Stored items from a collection
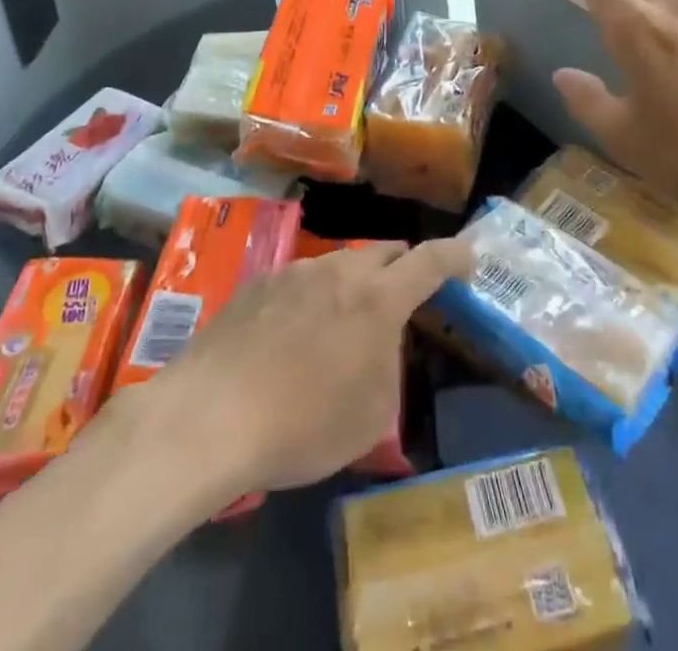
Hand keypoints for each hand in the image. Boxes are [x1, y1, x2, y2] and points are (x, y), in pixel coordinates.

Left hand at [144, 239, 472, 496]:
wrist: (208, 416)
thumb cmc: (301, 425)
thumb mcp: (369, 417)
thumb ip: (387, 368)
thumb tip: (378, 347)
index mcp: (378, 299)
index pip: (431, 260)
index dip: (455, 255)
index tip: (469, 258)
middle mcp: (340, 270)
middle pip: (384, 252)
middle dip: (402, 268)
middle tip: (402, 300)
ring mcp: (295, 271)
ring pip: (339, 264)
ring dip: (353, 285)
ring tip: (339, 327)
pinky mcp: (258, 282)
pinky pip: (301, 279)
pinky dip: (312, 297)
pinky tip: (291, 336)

* * *

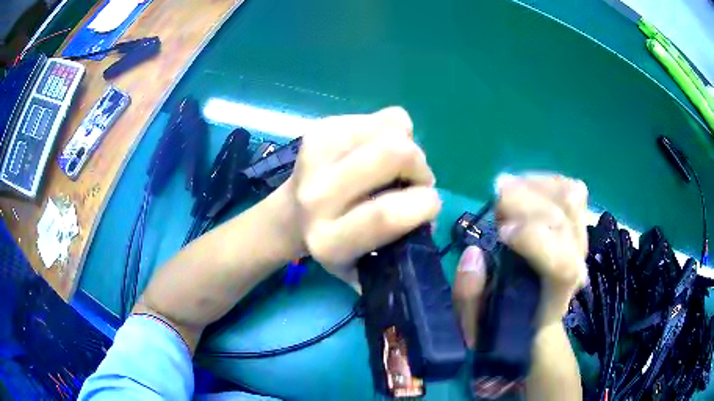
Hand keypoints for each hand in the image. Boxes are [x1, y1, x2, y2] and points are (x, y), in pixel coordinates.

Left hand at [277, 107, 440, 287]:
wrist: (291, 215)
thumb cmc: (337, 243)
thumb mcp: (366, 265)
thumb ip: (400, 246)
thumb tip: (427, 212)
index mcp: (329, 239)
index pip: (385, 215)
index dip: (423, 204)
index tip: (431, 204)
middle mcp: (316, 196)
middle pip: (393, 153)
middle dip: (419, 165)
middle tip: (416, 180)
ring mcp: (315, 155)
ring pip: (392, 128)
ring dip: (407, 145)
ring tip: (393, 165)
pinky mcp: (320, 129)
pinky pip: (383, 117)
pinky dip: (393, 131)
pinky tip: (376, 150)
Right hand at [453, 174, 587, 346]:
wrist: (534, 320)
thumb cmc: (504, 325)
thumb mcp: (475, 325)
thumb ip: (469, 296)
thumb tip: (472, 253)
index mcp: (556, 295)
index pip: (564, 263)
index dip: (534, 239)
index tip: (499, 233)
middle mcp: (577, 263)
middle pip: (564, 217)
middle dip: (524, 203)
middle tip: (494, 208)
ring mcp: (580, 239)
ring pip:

## YOUR OBJECTIVE
Above are the records; from them, give again exactly the lines from the one containing "thumb cmc: (337, 243)" through the one containing "index mcp: (556, 295)", both included.

## EXPECTED OUTPUT
thumb cmc: (337, 243)
thumb mcp: (366, 265)
thumb ip: (400, 246)
thumb tip: (427, 212)
index mcp: (329, 239)
index pip: (385, 215)
index dip: (423, 204)
index tip: (431, 204)
middle mcp: (316, 196)
middle pip: (393, 153)
middle dip: (419, 165)
middle tip: (416, 180)
ring mcp: (315, 155)
ring pip: (392, 128)
ring dip: (407, 145)
ring tip: (393, 165)
pinky mcp: (320, 129)
pinky pip: (383, 117)
pinky dip: (393, 131)
pinky tip: (376, 150)
Right hand at [453, 174, 587, 346]:
wrist: (534, 320)
thumb cmc: (504, 325)
thumb mcp: (475, 325)
thumb ip: (469, 296)
thumb tip: (472, 253)
index mcp: (556, 295)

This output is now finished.